## [What the task asks]
Scan the data below for the string "function". Copy every line where it appears.

## [Record excerpts]
* * *

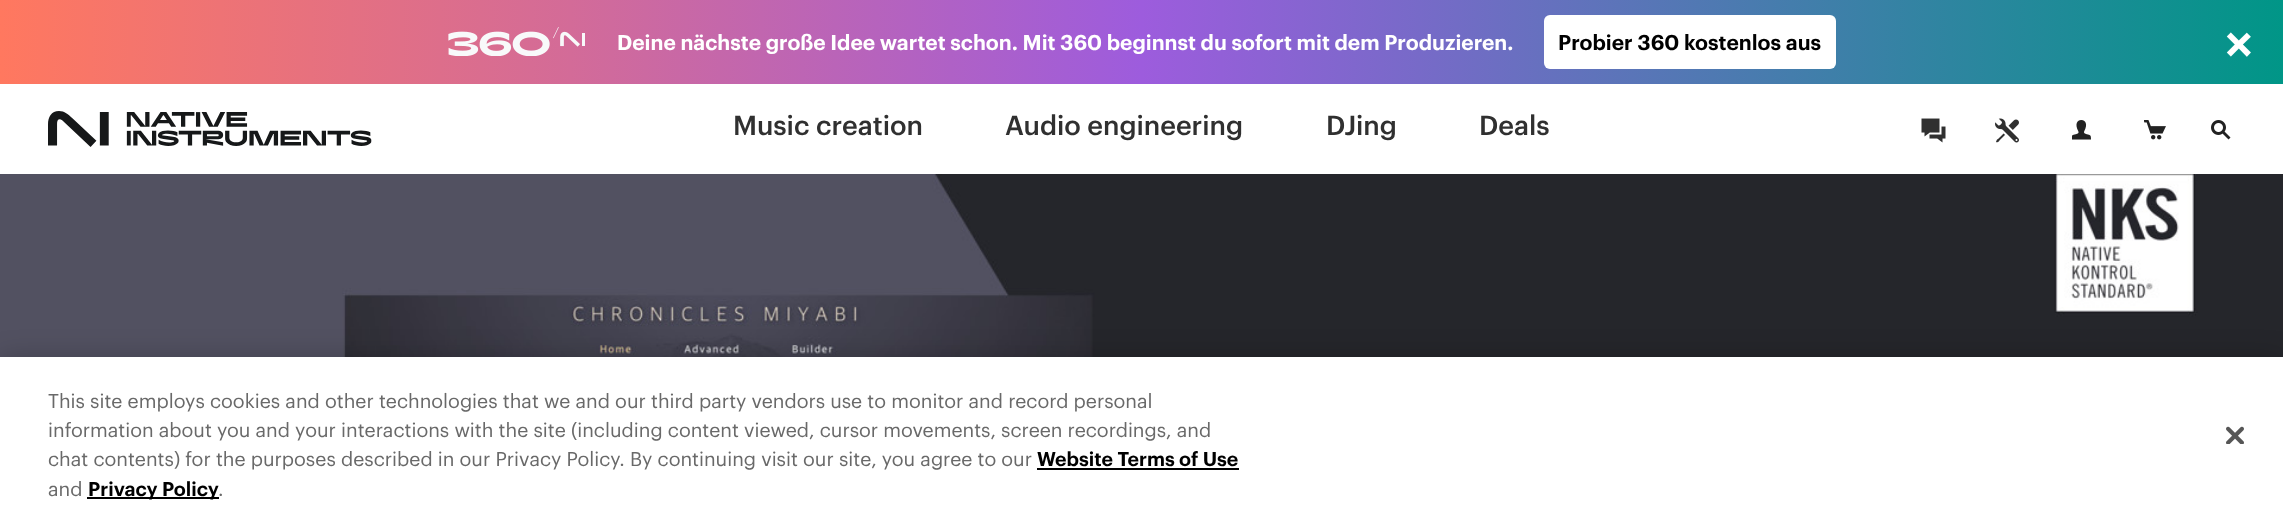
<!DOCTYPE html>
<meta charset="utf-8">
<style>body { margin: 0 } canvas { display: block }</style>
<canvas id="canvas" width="2283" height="518"></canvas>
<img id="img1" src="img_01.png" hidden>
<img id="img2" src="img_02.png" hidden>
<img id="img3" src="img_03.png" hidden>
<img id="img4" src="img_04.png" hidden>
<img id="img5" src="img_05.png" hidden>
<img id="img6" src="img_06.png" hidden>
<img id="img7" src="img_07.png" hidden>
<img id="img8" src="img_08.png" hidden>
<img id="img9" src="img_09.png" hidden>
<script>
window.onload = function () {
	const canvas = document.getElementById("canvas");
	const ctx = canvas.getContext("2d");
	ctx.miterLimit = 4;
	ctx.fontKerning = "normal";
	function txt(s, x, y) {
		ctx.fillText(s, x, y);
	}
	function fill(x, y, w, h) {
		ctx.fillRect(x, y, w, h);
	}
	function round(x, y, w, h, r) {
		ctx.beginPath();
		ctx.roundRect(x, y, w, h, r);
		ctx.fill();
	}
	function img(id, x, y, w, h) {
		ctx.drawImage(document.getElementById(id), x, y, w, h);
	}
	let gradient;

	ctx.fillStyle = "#FFFFFF";
	fill(0, 0, 2283, 518);
	gradient = ctx.createLinearGradient(0, 42, 2283, 42);
	gradient.addColorStop(0, "#FF785F");
	gradient.addColorStop(0.25, "#D36B98");
	gradient.addColorStop(0.5, "#9D5CDD");
	gradient.addColorStop(0.75, "#4F79B2");
	gradient.addColorStop(1, "#009687");
	ctx.fillStyle = gradient;
	fill(0, 0, 2283, 84);
	img("img1", 448, 27, 137, 29);
	ctx.fillStyle = "#FFFFFF";
	round(1544, 15, 292, 54, 6);
	img("img2", 48, 111, 324, 36);
	img("img3", 1921, 118, 25, 25);
	img("img4", 1995, 118, 24, 25);
	img("img5", 2072, 120, 19, 20);
	img("img6", 2144, 120, 22, 20);
	img("img7", 2211, 120, 20, 20);
	img("img8", 0, 174, 2283, 183);
	ctx.fillStyle = "rgba(0, 0, 0, 0.2)";
	ctx.filter = "blur(13.5px)";
	ctx.beginPath();
	ctx.rect(0, 357, 2283, 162);
	ctx.fill();
	ctx.filter = "none";
	ctx.fillStyle = "#FFFFFF";
	fill(0, 357, 2283, 161);
	ctx.fillStyle = "#000000";
	fill(1037, 468, 202, 2);
	fill(87, 497, 132, 2);
	img("img9", 2226, 426, 18, 18);
	ctx.font = "600 21px Graphik";
	ctx.fillStyle = "#FFFFFF";
	txt("Deine nächste große Idee wartet schon. Mit 360 beginnst du sofort mit dem Produzieren.", 617, 50);
	ctx.fillStyle = "#000000";
	txt("Probier 360 kostenlos aus", 1558, 50);
	ctx.font = "600 52px Graphik";
	ctx.fillStyle = "#FFFFFF";
	txt("×", 2225, 62);
	ctx.font = "500 27px Graphik";
	ctx.fillStyle = "#303030";
	txt("Music creation", 733, 135);
	txt("Audio engineering", 1005, 135);
	txt("DJing", 1326, 135);
	txt("Deals", 1479, 135);
	ctx.font = "19.5px Graphik";
	ctx.fillStyle = "#696969";
	txt("This site employs cookies and other technologies that we and our third party vendors use to monitor and record personal", 48, 408);
	txt("information about you and your interactions with the site (including content viewed, cursor movements, screen recordings, and", 48, 437);
	txt("chat contents) for the purposes described in our Privacy Policy.", 48, 466);
	txt("By continuing visit our site, you agree to our", 630, 466);
	ctx.font = "600 19.5px Graphik";
	ctx.fillStyle = "#000000";
	txt("Website Terms of Use", 1037, 466);
	ctx.font = "19.5px Graphik";
	ctx.fillStyle = "#696969";
	txt("and", 48, 496);
	ctx.font = "600 19.5px Graphik";
	ctx.fillStyle = "#000000";
	txt("Privacy Policy", 88, 496);
	ctx.font = "19.5px Graphik";
	ctx.fillStyle = "#696969";
	txt(".", 218, 496);
};
</script>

* * *

## [Reply]
window.onload = function () {
	function txt(s, x, y) {
	function fill(x, y, w, h) {
	function round(x, y, w, h, r) {
	function img(id, x, y, w, h) {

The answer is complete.